To allow soft deletes, the Directory Server’s attribute uniqueness function has
been relaxed to allow for the co-existence of a soft-deleted entry and an active entry with
identical naming attributes, such as
uid. For example, if a user John Smith was
soft deleted but a different John Smith was added to the user accounts system, both entries could
reside in the DIT without conflict: one in a soft-deleted state; the other, in an active state.
The Directory Server extends this capability further by allowing multiple users with
the same DN, who would normally conflict if active, to reside in the soft-deleted state.
Soft-deleted entries can be restored with an Undelete operation. However, the same uniqueness
constraints that apply when adding a new user to the Directory Server are enforced
when a soft-deleted entry is undeleted. Returning to the previous example, John Smith was soft
deleted but a different John Smith with the same
uid as the original John Smith
was added later to the system. If the original John Smith was undeleted from its soft-deleted
state, it would result in a conflict with the active John Smith entry. Administrators will need
to modify the DN of the soft-deleted entry to avoid such conflicts.
Administrators can permanently remove a soft-deleted entry by performing a regular DELETE operation on it. This operation, called a hard delete, permanently removes a soft-deleted entry from the server. Also, note that you can also permanently remove a regular non-soft-deleted entry using a hard delete. This is useful when the server is configured with a soft-delete policy that would otherwise turn a regular delete request into a soft delete.
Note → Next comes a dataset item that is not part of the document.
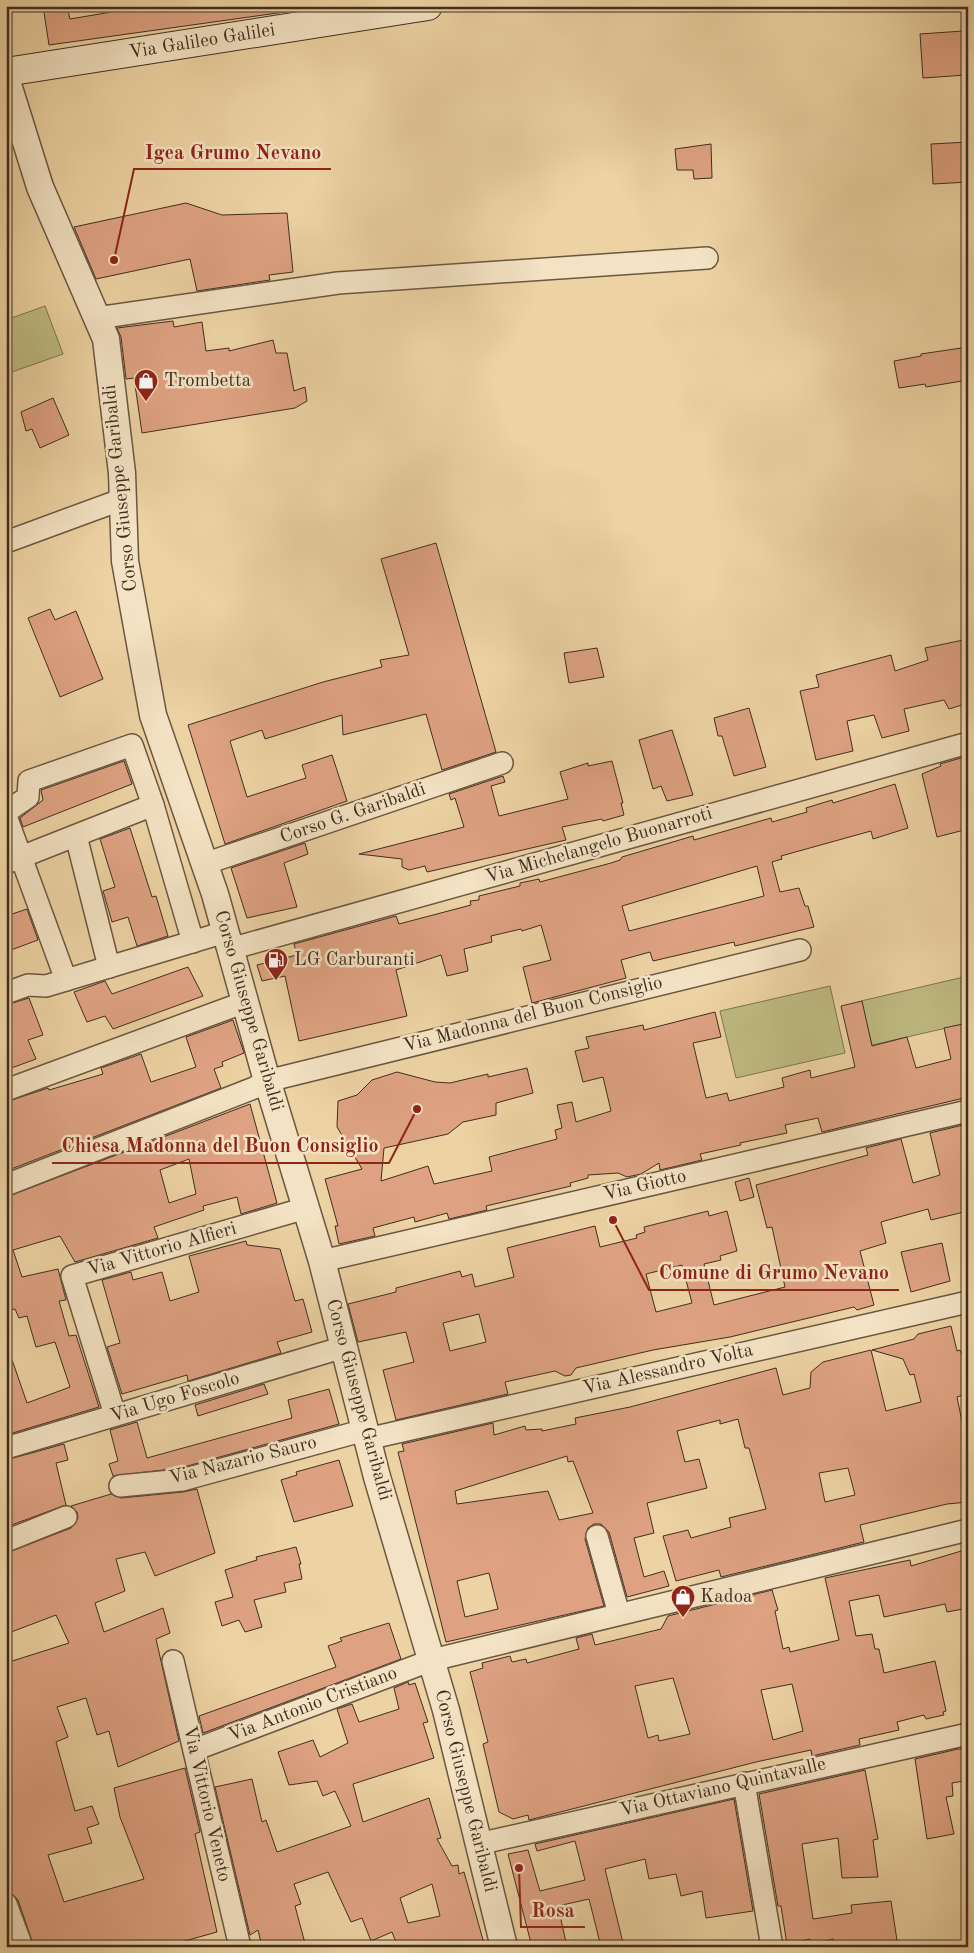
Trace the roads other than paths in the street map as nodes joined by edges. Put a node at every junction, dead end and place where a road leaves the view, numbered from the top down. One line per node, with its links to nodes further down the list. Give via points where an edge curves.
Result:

The Directory Server provides tool arguments that can use the Soft Delete Request Control, a Hard Delete Request Control, and other controls necessary to process these operations. Procedures to show how to use these options are presented later in this section.
For replicated topologies, when a participating directory server soft deletes an entry, it notifies the other replicas in the topology to soft delete the same entry on its respective machine. The changelog backend also records these entries by annotating them using an attribute that indicates its soft-deleted state. Modification and hard deletes of soft-deleted entries are not recorded by default in the changelog but can be enabled in the server. For maximum compatibility, it is highly recommended that all servers in the replication cluster support Soft Deletes and have identical Soft Delete configurations.